The jurisdiction of the RTC on appeal is confined to determining whether the decision of the MTC ordering the eviction of the petitioners from the respondent’s property is in accord with the evidence and the law. It does not include the jurisdiction to order the eviction of the petitioners and the demolition of their house located on Lot 13, which is a public alley. As the RTC declared in its Decision dated January 29, 2001, if the respondent believes that a portion of the petitioners’ house on Lot 13 is a nuisance, or that the petitioners and their tenants should not be allowed to use his property (including the gate to Jasmin Street as a means of ingress and egress) then the remedy of the respondent is elsewhere, not in the MTC in an action for unlawful detainer.
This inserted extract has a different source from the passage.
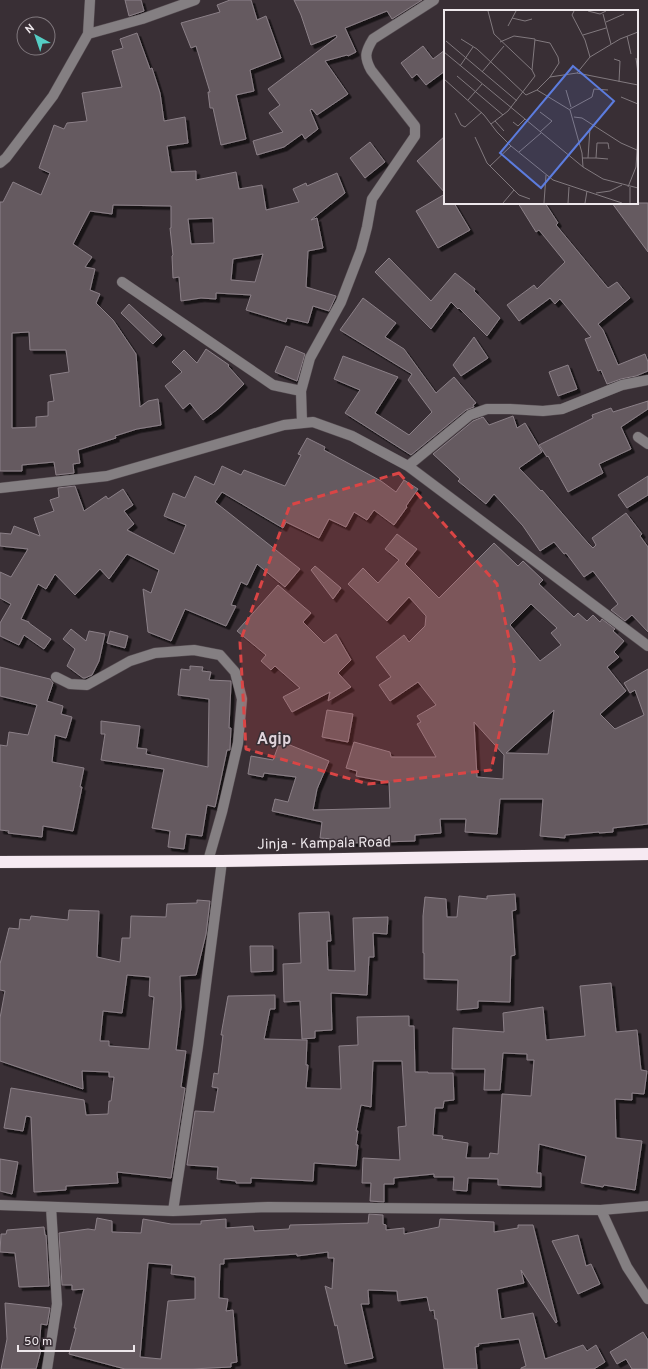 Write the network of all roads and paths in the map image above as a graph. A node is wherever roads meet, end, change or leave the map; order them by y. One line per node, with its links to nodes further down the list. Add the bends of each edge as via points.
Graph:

IN LIGHT OF ALL THE FOREGOING, the April 19, 2001 Order of the Regional Trial Court in Civil Case No. 00-41612 is SET ASIDE. The March 6, 2000 Decision of the Municipal Trial Court, as affirmed by the Regional Trial Court with modification, is REINSTATED. No costs.

SO ORDERED.

Puno, (Chairman), Austria-Martinez, Tinga, and Chico-Nazario, JJ., concur.


Footnotes

1 Penned by Associate Justice Delilah Vidallon-Magtolis, with Associate Justices Candido V. Rivera (retired) and Sergio L. Pestaño (retired), concurring.

2 CA Rollo, pp. 44-45.

3 Rollo, p. 93.

4 Id. at 95

5 Rollo, p. 142.

6 CA Rollo, pp. 99-106.

7 Id. at 124-125.

8 Id. at 126-132.

9 Rollo, pp. 263-265.

10 Id. at 71-82.

11 Id. at 77.

12 Id. at 275-285.

13 Rollo, pp. 284-285.

14 Id. at 287-290.

15 Id. at 83-86.

16 Id. at 86.

17 Rollo, p. 85.

18 Rollo, pp. 57-58.

19 Rollo, p. 310.

20 Id. at 34.

21 Id. at 142.

22 Rollo, p. 78.

23 See Rosales v. Court of Appeals, G.R. No. 137566, 28 February 2001, 353 SCRA 179.

24 De la Cruz v. Paras, G.R. No. L-41053, 27 February 1976, 69 SCRA 556.

25 Section 8, Rule 39, Rules of Court.

26 Moslem v. Soriano, G.R. No. L-36837, 17 August 1983, 124 SCRA 190.

27 Co. v. Militar, G.R. No. 149912, 29 January 2004, 421 SCRA 455.

28 Cansino v. Court of Appeals, G.R. No. 125799, 21 August 2003; 409 SCRA 403.

29 G.R. No. 144332, 10 June 2004; 431 SCRA 610.